Brief Background of Child Protection Proceedings
[4] The society commenced its original protection application in 2006. At that time, the parents and the children were living in the City of Toronto. The matter continued to wend its way through the court until, on July 10, 2008, following an 18-day trial, Justice Marvin Zuker concluded that the mother had engaged in "extreme parental alienation in respect of the children's relationship with their father". Justice Zuker found the children to be in need of protection, pursuant to section 37(2)(f)(i) of the Act (for E.) and section 37(2)(g) of the Act (for J.). He ordered that the children be immediately placed in the care and custody of their father, supervised by the society for a period of 12 months, with access to the mother, in the discretion of the society, including the need for supervision.

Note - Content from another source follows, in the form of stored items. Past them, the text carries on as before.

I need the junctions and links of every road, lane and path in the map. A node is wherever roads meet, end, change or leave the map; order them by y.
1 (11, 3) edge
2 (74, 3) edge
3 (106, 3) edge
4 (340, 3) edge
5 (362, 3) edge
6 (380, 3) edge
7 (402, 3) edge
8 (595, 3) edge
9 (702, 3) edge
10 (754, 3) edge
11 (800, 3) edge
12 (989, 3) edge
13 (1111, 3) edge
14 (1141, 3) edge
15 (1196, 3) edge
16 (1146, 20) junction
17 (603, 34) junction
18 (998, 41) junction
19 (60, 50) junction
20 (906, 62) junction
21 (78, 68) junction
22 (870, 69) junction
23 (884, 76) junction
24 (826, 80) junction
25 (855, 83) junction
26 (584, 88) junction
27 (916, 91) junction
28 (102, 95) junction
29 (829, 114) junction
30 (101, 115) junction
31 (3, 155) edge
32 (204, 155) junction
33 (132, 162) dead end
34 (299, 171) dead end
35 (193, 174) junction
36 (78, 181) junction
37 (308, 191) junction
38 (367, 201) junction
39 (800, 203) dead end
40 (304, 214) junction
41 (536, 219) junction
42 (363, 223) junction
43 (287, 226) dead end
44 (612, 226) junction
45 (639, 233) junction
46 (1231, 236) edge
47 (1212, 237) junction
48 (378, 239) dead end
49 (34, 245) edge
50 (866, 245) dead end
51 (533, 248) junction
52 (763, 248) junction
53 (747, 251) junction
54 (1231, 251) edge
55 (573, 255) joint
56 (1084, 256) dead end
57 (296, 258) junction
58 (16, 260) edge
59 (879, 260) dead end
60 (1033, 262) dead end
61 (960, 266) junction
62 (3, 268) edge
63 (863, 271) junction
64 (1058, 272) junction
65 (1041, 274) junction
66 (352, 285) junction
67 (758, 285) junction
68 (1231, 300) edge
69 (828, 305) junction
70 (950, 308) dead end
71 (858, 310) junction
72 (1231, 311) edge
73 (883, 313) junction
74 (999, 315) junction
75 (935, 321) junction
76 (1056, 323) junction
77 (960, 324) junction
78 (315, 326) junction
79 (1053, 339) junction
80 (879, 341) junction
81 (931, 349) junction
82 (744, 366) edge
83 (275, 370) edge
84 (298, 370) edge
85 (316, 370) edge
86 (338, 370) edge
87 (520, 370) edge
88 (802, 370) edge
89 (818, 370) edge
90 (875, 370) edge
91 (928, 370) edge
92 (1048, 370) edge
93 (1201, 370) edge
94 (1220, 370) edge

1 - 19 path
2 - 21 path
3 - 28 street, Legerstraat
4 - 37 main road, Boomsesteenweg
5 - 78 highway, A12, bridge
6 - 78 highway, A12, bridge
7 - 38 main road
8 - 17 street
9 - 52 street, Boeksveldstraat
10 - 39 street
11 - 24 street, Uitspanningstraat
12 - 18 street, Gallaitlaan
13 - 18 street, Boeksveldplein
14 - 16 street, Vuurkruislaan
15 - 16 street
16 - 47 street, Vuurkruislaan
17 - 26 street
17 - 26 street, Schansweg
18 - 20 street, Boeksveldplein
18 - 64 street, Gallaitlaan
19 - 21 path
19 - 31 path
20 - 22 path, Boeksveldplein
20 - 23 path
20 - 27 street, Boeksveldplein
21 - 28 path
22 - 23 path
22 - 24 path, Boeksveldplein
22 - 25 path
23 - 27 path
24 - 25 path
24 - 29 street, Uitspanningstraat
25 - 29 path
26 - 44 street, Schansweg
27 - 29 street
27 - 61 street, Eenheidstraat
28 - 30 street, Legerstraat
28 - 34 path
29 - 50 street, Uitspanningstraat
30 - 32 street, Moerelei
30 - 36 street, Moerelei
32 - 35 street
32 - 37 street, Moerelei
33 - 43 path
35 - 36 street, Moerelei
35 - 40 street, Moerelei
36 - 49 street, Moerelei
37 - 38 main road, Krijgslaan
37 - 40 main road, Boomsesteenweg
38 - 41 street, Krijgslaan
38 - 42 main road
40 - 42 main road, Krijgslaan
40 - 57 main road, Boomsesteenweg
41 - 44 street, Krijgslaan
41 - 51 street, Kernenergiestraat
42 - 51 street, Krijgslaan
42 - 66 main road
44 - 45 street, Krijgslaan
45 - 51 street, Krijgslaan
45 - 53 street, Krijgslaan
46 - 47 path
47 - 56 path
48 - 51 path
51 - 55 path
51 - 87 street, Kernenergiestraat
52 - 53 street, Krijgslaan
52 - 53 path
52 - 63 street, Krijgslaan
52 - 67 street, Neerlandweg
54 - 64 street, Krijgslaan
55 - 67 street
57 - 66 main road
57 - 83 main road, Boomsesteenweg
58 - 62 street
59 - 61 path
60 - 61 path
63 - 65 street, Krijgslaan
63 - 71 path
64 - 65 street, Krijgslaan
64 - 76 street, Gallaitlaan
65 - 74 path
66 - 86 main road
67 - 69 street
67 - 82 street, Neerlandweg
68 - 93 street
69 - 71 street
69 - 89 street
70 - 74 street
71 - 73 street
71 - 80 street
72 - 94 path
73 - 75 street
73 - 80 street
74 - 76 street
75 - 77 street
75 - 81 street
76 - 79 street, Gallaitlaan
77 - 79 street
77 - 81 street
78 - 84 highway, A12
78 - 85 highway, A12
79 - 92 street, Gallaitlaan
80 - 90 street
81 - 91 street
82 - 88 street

[5] As Justice Brownstone noted in his summary judgment reasons, following the release of Justice Zuker's decision, there was a "harrowing series of events" outlined in the father's affidavit, which the mother never contradicted, and which delayed the transfer of the children to the father until August 1, 2008. The children have in fact been living continuously with their father since that date.
[6] On March 10, 2009, following a motion brought by the society, Justice Zuker ordered that mother's access to the children be suspended until such time as a third party therapeutic access supervisor could be put into place during supervised access at the society's offices.
[7] The children have not seen their mother since February 5, 2009.
[8] On January 27, 2010 the society brought a summary judgment motion before Justice Harvey Brownstone, seeking a finding that there was no genuine issue for trial in its Status Review application, and an order that the children should remain with their father for a further six months under society supervision.
[9] By order dated February 1, 2010, Justice Brownstone granted the society's motion, and maintained the children in the father's custody, subject to society supervision.
[10] Justice Brownstone ordered that mother's access, if any, would occur in the "presence of a psychologist who shall provide therapeutic support".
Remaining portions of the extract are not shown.